• Collected data entries:
/---
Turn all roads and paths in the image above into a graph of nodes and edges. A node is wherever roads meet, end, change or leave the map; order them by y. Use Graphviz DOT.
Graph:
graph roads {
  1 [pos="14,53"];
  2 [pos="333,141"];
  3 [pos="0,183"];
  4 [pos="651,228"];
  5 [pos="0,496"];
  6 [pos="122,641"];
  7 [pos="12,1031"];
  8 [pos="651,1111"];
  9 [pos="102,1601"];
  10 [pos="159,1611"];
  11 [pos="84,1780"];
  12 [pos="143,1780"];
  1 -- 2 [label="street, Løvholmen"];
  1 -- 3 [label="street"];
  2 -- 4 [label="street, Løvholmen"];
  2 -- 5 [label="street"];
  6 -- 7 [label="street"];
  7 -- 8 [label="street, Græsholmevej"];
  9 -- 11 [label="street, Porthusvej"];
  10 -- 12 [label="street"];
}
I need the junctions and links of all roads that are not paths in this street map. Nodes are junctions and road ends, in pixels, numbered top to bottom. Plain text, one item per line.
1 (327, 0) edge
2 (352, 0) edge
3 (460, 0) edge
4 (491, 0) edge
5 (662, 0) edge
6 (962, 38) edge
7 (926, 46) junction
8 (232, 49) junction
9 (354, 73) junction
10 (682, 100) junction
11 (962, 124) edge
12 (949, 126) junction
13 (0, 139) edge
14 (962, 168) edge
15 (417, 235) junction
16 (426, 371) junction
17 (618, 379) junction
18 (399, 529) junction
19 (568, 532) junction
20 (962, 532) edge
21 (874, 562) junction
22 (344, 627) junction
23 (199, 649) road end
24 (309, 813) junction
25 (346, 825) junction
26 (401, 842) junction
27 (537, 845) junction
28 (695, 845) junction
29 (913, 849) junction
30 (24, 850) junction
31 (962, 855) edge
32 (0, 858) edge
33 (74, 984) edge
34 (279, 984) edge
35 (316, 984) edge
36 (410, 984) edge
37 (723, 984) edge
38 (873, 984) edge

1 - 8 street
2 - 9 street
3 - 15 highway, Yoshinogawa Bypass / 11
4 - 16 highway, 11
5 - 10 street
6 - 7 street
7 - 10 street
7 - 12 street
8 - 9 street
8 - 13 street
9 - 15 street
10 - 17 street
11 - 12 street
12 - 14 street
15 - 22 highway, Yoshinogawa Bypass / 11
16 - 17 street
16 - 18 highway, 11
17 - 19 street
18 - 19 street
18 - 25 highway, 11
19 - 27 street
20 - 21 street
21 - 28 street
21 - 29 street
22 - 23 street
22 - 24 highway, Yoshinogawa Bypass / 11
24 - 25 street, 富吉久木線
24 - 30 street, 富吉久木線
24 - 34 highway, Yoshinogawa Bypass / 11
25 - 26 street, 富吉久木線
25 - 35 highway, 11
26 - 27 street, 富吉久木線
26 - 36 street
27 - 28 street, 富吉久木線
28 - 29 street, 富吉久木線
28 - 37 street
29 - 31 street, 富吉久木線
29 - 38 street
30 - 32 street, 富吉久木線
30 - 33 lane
\---
• YOUR OBJECTIVE: Return each line of the data exactly as it was given.

• RESPONSE BOX:
Turn all roads and paths in the image above into a graph of nodes and edges. A node is wherever roads meet, end, change or leave the map; order them by y. Use Graphviz DOT.
Graph:
graph roads {
  1 [pos="14,53"];
  2 [pos="333,141"];
  3 [pos="0,183"];
  4 [pos="651,228"];
  5 [pos="0,496"];
  6 [pos="122,641"];
  7 [pos="12,1031"];
  8 [pos="651,1111"];
  9 [pos="102,1601"];
  10 [pos="159,1611"];
  11 [pos="84,1780"];
  12 [pos="143,1780"];
  1 -- 2 [label="street, Løvholmen"];
  1 -- 3 [label="street"];
  2 -- 4 [label="street, Løvholmen"];
  2 -- 5 [label="street"];
  6 -- 7 [label="street"];
  7 -- 8 [label="street, Græsholmevej"];
  9 -- 11 [label="street, Porthusvej"];
  10 -- 12 [label="street"];
}
I need the junctions and links of all roads that are not paths in this street map. Nodes are junctions and road ends, in pixels, numbered top to bottom. Plain text, one item per line.
1 (327, 0) edge
2 (352, 0) edge
3 (460, 0) edge
4 (491, 0) edge
5 (662, 0) edge
6 (962, 38) edge
7 (926, 46) junction
8 (232, 49) junction
9 (354, 73) junction
10 (682, 100) junction
11 (962, 124) edge
12 (949, 126) junction
13 (0, 139) edge
14 (962, 168) edge
15 (417, 235) junction
16 (426, 371) junction
17 (618, 379) junction
18 (399, 529) junction
19 (568, 532) junction
20 (962, 532) edge
21 (874, 562) junction
22 (344, 627) junction
23 (199, 649) road end
24 (309, 813) junction
25 (346, 825) junction
26 (401, 842) junction
27 (537, 845) junction
28 (695, 845) junction
29 (913, 849) junction
30 (24, 850) junction
31 (962, 855) edge
32 (0, 858) edge
33 (74, 984) edge
34 (279, 984) edge
35 (316, 984) edge
36 (410, 984) edge
37 (723, 984) edge
38 (873, 984) edge

1 - 8 street
2 - 9 street
3 - 15 highway, Yoshinogawa Bypass / 11
4 - 16 highway, 11
5 - 10 street
6 - 7 street
7 - 10 street
7 - 12 street
8 - 9 street
8 - 13 street
9 - 15 street
10 - 17 street
11 - 12 street
12 - 14 street
15 - 22 highway, Yoshinogawa Bypass / 11
16 - 17 street
16 - 18 highway, 11
17 - 19 street
18 - 19 street
18 - 25 highway, 11
19 - 27 street
20 - 21 street
21 - 28 street
21 - 29 street
22 - 23 street
22 - 24 highway, Yoshinogawa Bypass / 11
24 - 25 street, 富吉久木線
24 - 30 street, 富吉久木線
24 - 34 highway, Yoshinogawa Bypass / 11
25 - 26 street, 富吉久木線
25 - 35 highway, 11
26 - 27 street, 富吉久木線
26 - 36 street
27 - 28 street, 富吉久木線
28 - 29 street, 富吉久木線
28 - 37 street
29 - 31 street, 富吉久木線
29 - 38 street
30 - 32 street, 富吉久木線
30 - 33 lane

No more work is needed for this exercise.